On Wednesday, December 31, 2014 5:08:59 AM UTC+1, DevMode wrote:
Hi everyone,

I'm evaluating GWT for a project.  I using a MAC and noticed that developer plugin doesn't work for the current versions of Chrome (39.0.2171.95), Firefox (34.0), Safari (8.0.2).  

This is a bit concerning and raises a few questions:
1. How soon are plugins updated to keep up with the browser updates for Macs?

Never. DevMode has been superseded by SuperDevMode: http://www.gwtproject.org/articles/superdevmode.html
 
2. What's the reason for the dev plugin not working w/ any of my Mac browsers?  Is it because dev plugins are being replaced with Super Dev Mode?

Browser makers have made changes that make the plugin impossible to update.
 
3. Is the support good for Windows browsers?

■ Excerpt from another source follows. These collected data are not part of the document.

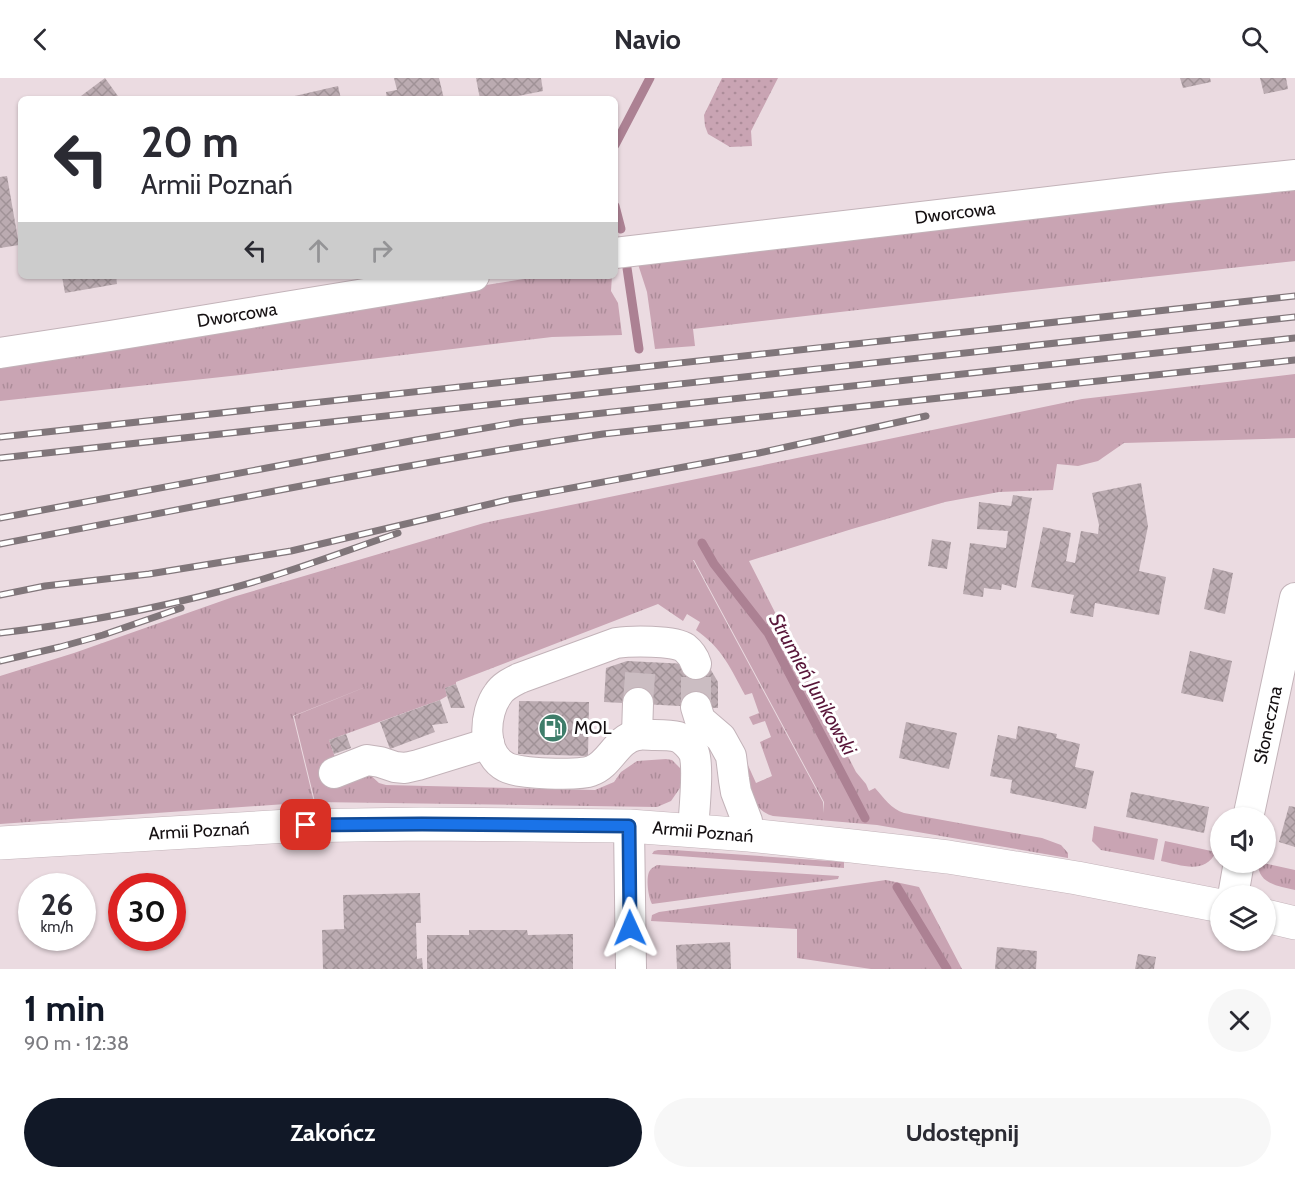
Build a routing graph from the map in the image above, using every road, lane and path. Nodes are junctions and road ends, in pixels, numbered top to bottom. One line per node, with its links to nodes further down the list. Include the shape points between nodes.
1 (1295, 175): 2 (street, Dworcowa)
2 (618, 253)
3 (456, 279): 4 (street, Dworcowa)
4 (0, 353)
5 (1295, 598): 12 (street, Słoneczna)
6 (696, 664): 10 (street, via 684,647 676,644 651,652 629,641 520,678 499,693 493,704 488,717)
7 (638, 704): 9 (street)
8 (696, 707): 15 (street, via 700,720 721,738 731,756)
9 (637, 735): 10 (street, via 620,744 598,769 578,774 515,771 497,760); 14 (street, via 678,738 694,753)
10 (489, 743): 11 (street, via 405,768 366,760)
11 (334, 773)
12 (1250, 807)
13 (629, 826): 14 (main road, Armii Poznań); 16 (main road, Armii Poznań, via 288,826); 20 (street)
14 (693, 831): 15 (main road, Armii Poznań)
15 (748, 835): 17 (main road, Armii Poznań, via 948,857)
16 (0, 843)
17 (1210, 904)
18 (1276, 918): 19 (main road)
19 (1295, 923)
20 (631, 969)

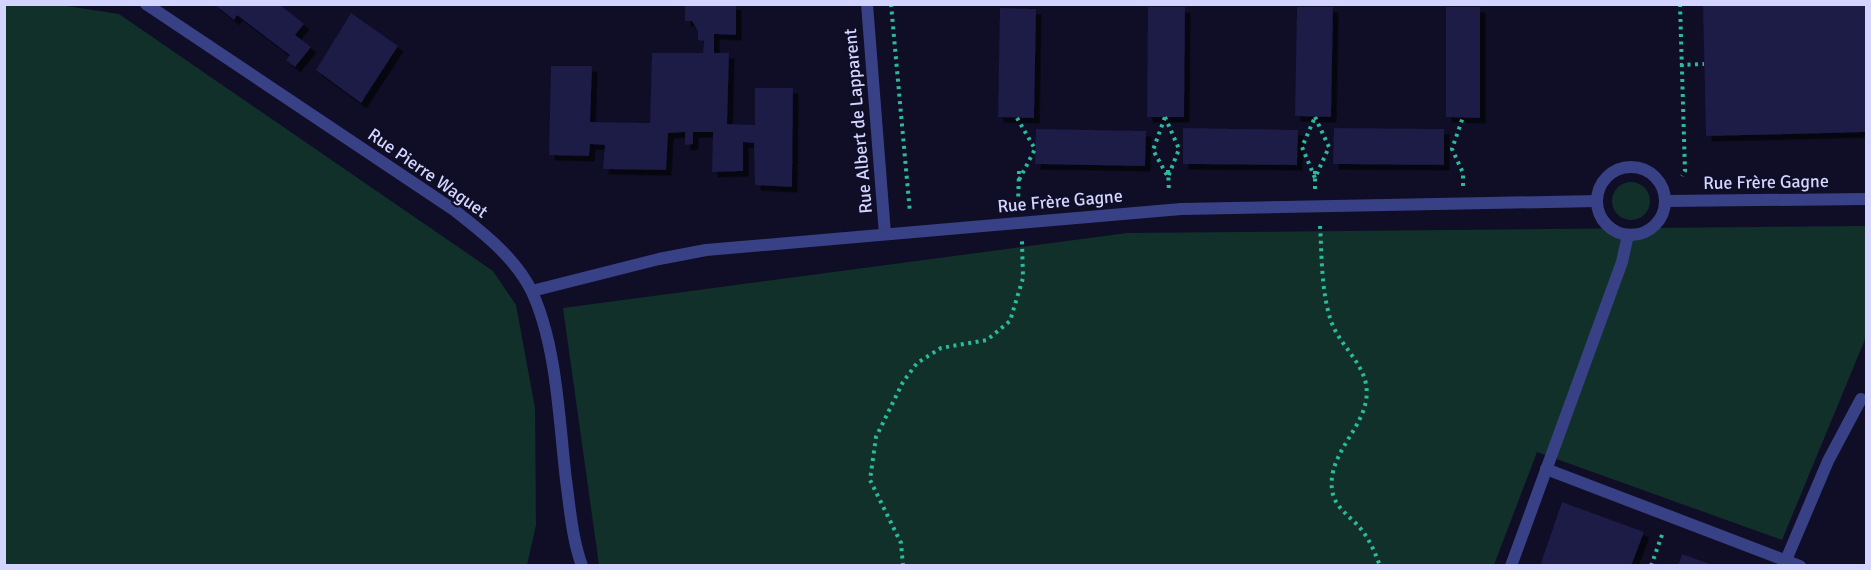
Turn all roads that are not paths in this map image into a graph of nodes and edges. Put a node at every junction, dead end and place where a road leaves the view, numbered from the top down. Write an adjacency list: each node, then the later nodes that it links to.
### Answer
1 (146, 4): 8 (street, Rue Pierre Waguet)
2 (867, 4): 6 (street, Rue Albert de Lapparent)
3 (1866, 199): 5 (street, Rue Frère Gagne)
4 (1597, 201): 5 (street); 6 (street, Rue Frère Gagne); 7 (street)
5 (1666, 201): 7 (street)
6 (885, 234): 8 (street, Rue Frère Gagne)
7 (1628, 236): 10 (street)
8 (532, 291): 12 (street, Rue Pierre Waguet)
9 (1865, 398): 11 (street)
10 (1546, 469): 11 (street); 13 (street)
11 (1786, 560): 14 (street)
12 (582, 566)
13 (1510, 566)
14 (1800, 566)

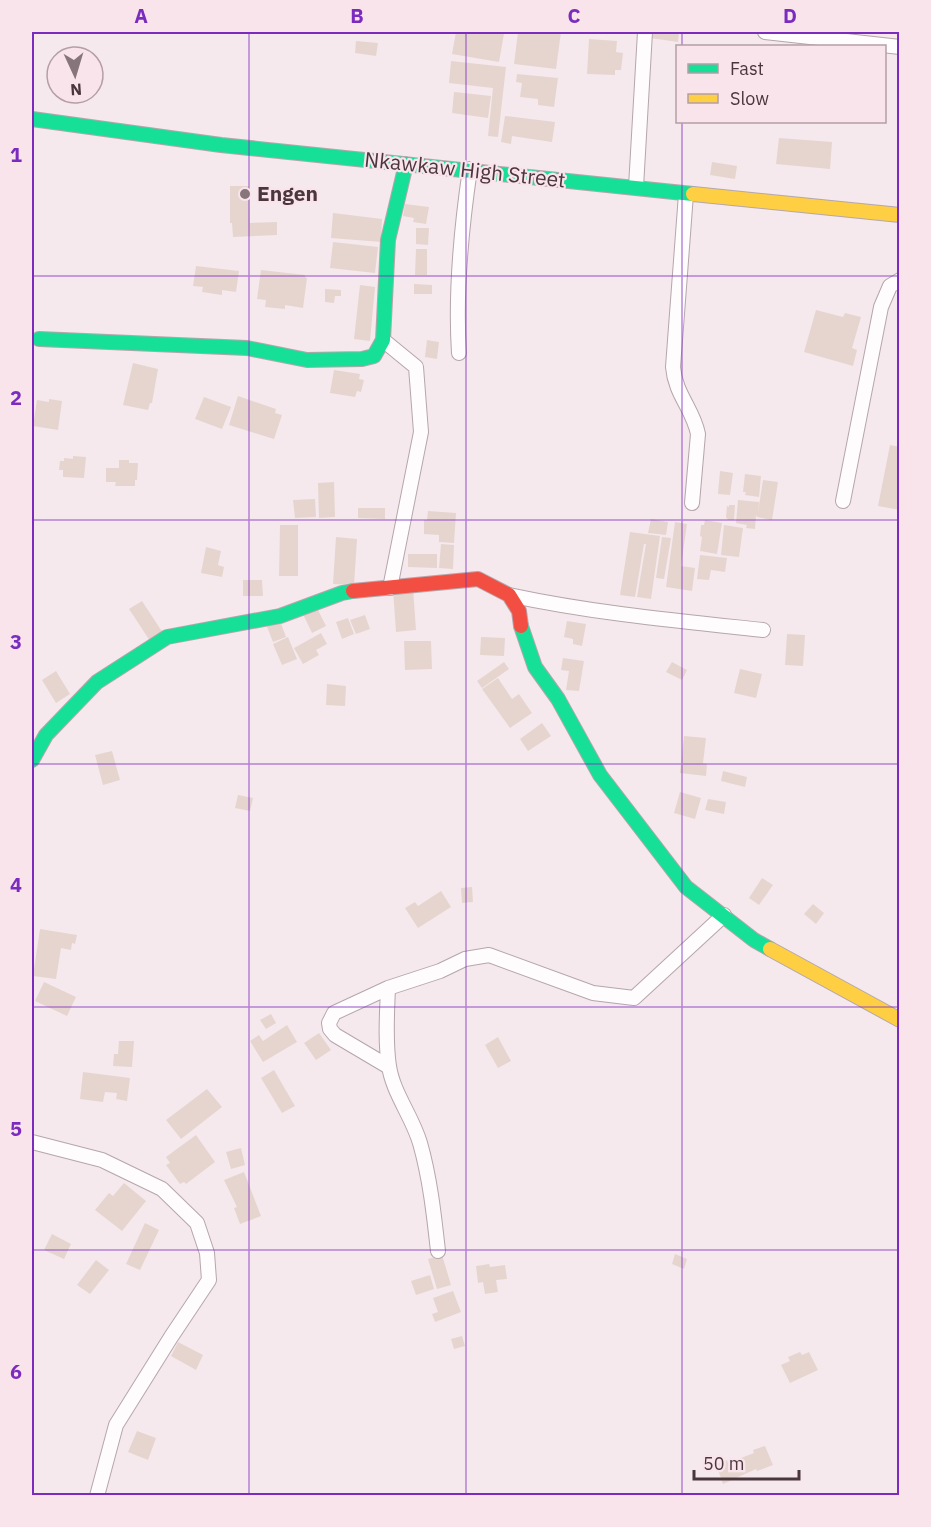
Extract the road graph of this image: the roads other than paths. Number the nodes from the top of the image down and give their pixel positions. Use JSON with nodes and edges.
{"nodes":[{"id":1,"x":645,"y":32,"type":"edge"},
{"id":2,"x":765,"y":32,"type":"edge"},
{"id":3,"x":882,"y":45,"type":"edge"},
{"id":4,"x":32,"y":119,"type":"edge"},
{"id":5,"x":406,"y":164,"type":"junction"},
{"id":6,"x":470,"y":169,"type":"junction"},
{"id":7,"x":636,"y":187,"type":"junction"},
{"id":8,"x":686,"y":194,"type":"junction"},
{"id":9,"x":899,"y":213,"type":"edge"},
{"id":10,"x":900,"y":280,"type":"edge"},
{"id":11,"x":39,"y":339,"type":"dead end"},
{"id":12,"x":383,"y":340,"type":"junction"},
{"id":13,"x":459,"y":353,"type":"dead end"},
{"id":14,"x":843,"y":501,"type":"dead end"},
{"id":15,"x":692,"y":503,"type":"dead end"},
{"id":16,"x":390,"y":588,"type":"junction"},
{"id":17,"x":509,"y":595,"type":"junction"},
{"id":18,"x":763,"y":630,"type":"dead end"},
{"id":19,"x":32,"y":760,"type":"edge"},
{"id":20,"x":724,"y":915,"type":"junction"},
{"id":21,"x":388,"y":988,"type":"junction"},
{"id":22,"x":900,"y":1020,"type":"edge"},
{"id":23,"x":389,"y":1067,"type":"junction"},
{"id":24,"x":32,"y":1142,"type":"edge"},
{"id":25,"x":438,"y":1251,"type":"dead end"},
{"id":26,"x":97,"y":1496,"type":"edge"}],
"edges":[{"from":1,"to":7,"type":"street"},
{"from":2,"to":3,"type":"street"},
{"from":4,"to":5,"type":"street","name":"Nkawkaw High Street"},
{"from":5,"to":6,"type":"street","name":"Nkawkaw High Street"},
{"from":5,"to":12,"type":"street"},
{"from":6,"to":7,"type":"street","name":"Nkawkaw High Street"},
{"from":6,"to":13,"type":"street"},
{"from":7,"to":8,"type":"street","name":"Nkawkaw High Street"},
{"from":8,"to":9,"type":"street","name":"Nkawkaw High Street"},
{"from":8,"to":15,"type":"street"},
{"from":10,"to":14,"type":"street"},
{"from":11,"to":12,"type":"street"},
{"from":12,"to":16,"type":"street"},
{"from":16,"to":17,"type":"street"},
{"from":16,"to":19,"type":"street"},
{"from":17,"to":18,"type":"street"},
{"from":17,"to":20,"type":"street"},
{"from":20,"to":21,"type":"street"},
{"from":20,"to":22,"type":"street"},
{"from":21,"to":23,"type":"street"},
{"from":21,"to":23,"type":"street"},
{"from":23,"to":25,"type":"street"},
{"from":24,"to":26,"type":"street"}]}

AFAICT, Microsoft hasn't broken the plugins yet, so IE still works with "classic dev mode".
 
4. I have heard that GWT is going to be phased out soon in favor of JS frameworks like Angular (and not developed anymore)?  Is there any truth to that?

No: http://gmailblog.blogspot.com.es/2014/11/going-under-hood-of-inbox.html
The biggest problem is that Google uses GWT more and more, and can't keep up with the external users' needs; this is why the Steering Committee was created a few years back, and I don't think things have changed on Google's side since then.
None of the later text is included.